The B story was worse:  Joanne saw Rachel kissing a boy not her boyfriend, and morally strongarmed her daughter into telling her beau about it, because honesty is truly the best policy.

Meloni showed a marginally lighter touch in the episode, and the fact that the plot had Frankie actually ask for his assistance made the bullying nature of his parenthood less cutely abusive.  Still, this is simpleminded stuff, every story beat a predictable throwback to a thousand other TV fathers who knew best.  The gifted Rachael Harris can’t do much with Mom (whose devout hope is that their house becomes the hangout for the local teens), and none of the young actors have done anything interesting yet.  About the best that can be said of Jack so far is that it’s not as self-righteously shoddy as Last Man Standing.

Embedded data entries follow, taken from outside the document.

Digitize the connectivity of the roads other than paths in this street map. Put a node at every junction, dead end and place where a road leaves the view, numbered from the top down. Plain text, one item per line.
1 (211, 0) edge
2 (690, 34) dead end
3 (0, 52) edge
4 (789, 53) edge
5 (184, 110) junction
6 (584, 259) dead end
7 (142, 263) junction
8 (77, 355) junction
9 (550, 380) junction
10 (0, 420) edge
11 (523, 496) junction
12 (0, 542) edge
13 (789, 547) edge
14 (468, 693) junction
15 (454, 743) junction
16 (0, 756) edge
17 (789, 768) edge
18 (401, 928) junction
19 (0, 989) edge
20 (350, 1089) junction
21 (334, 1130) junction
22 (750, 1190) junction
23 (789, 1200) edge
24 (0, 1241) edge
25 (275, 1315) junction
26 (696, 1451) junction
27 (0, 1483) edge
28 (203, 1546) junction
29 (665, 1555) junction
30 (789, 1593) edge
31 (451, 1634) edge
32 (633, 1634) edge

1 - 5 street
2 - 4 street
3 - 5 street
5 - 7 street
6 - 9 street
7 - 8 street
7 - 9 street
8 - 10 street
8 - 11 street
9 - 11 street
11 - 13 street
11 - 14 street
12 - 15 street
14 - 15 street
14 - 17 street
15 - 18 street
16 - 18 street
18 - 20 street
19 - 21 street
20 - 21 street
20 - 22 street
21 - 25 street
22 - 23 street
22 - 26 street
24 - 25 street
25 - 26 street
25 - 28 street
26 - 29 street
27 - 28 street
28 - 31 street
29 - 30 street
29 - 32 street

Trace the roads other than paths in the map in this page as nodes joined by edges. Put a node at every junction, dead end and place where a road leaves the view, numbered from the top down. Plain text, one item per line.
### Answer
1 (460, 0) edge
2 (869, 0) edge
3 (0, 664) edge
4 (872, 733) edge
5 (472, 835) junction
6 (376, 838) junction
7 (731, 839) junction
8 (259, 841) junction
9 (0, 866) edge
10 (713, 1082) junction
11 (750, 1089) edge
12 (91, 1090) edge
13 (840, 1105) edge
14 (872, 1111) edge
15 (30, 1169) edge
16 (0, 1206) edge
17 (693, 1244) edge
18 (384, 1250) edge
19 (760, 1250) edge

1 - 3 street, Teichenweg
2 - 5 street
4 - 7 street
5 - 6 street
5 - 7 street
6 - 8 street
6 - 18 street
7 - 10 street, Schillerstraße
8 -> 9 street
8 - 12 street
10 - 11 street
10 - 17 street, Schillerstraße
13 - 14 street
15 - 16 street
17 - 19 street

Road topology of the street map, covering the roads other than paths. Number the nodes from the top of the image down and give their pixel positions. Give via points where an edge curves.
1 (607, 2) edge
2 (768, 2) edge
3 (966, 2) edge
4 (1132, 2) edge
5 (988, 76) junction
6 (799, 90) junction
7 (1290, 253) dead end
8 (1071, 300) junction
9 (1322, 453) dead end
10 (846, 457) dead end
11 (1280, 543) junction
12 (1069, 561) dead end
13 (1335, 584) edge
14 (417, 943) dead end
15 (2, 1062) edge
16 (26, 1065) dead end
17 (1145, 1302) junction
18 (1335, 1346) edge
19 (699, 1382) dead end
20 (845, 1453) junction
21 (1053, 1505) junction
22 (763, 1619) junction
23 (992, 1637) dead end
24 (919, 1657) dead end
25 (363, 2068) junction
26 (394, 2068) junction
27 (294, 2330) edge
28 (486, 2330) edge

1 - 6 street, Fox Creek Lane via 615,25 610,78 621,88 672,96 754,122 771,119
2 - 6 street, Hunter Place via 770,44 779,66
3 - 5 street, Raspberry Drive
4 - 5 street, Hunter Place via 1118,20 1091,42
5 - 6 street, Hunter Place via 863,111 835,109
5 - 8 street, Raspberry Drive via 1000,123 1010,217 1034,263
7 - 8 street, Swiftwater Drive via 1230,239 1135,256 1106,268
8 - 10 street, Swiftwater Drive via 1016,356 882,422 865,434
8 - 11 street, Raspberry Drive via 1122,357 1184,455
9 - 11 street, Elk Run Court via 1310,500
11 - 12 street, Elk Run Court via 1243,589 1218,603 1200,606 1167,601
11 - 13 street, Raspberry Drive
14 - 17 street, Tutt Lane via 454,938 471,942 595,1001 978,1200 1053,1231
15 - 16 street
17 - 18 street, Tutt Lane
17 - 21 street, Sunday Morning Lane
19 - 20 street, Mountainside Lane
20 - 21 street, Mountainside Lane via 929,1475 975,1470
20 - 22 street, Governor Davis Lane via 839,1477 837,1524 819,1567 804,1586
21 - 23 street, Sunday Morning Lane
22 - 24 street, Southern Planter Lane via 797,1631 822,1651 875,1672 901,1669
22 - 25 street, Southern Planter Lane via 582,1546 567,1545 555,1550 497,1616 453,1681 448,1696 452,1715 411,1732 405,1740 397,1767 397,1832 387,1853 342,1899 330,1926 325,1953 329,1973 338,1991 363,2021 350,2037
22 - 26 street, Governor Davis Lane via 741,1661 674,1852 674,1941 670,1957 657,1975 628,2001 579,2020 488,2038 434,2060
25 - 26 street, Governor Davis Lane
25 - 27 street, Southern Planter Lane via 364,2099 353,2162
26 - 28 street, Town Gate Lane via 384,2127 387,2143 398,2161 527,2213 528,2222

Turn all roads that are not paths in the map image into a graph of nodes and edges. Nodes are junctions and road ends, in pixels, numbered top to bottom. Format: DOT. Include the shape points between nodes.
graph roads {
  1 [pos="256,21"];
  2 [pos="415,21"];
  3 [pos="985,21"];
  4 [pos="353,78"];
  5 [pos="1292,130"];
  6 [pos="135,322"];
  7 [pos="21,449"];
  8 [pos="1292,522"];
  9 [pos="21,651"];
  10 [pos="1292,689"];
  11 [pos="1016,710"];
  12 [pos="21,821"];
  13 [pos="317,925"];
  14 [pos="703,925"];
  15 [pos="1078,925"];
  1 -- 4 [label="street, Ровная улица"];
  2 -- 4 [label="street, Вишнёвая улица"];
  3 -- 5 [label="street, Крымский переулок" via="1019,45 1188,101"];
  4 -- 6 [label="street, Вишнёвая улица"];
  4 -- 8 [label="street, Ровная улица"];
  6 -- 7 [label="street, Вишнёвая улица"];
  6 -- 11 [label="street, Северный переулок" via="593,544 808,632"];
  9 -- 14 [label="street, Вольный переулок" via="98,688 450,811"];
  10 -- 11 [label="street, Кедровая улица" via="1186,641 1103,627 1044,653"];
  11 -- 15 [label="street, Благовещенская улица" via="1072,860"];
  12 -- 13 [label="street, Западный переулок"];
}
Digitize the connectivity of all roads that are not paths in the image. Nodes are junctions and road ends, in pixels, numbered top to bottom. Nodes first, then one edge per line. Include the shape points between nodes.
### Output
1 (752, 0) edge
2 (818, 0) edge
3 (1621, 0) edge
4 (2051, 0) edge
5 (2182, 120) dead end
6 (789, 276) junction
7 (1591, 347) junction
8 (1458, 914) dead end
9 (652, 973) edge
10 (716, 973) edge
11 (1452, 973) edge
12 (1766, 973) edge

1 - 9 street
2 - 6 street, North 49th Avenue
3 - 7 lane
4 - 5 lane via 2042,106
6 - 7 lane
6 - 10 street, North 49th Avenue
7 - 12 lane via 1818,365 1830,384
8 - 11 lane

We may not have Surviving Jack to kick around for long, since its opening ratings were at a sluggish 1.3 (way down from its American Idol lead-in, which admittedly isn’t what it used to be), and it can’t afford to lose much from there.  Of course, FOX is the network that recently renewed both The Mindy Project and Brooklyn Nine-Nine with ratings at that level or lower–on the other hand, surely a network can only renew so many sitcoms with flat ratings, and Jack isn’t likely to draw the young, upscale audience of those two.  The show itself suggests little likelihood of creative growth, and “surviving” may indeed turn out to be its desperate hope.

ORIGINAL VERDICT:  Change the Channel

PILOT + 1:  There Are Better Low-Rated Comedies–On Thursdays Alone

 



About the Author

Mitch Salem
MITCH SALEM has worked on the business side of the entertainment industry for 20 years, as a senior business affairs executive and attorney for such companies as NBC, ABC, USA, Syfy, Bravo, and BermanBraun Productions, and before that, at the NY law firm of Weil, Gotshal & Manges. During all that, he has more or less constantly been going to the movies and watching TV, and writing about both since the 1980s. His film reviews also currently appear on screened.com and the-burg.com. In addition, he is co-writer of an episode of the television series "Felicity."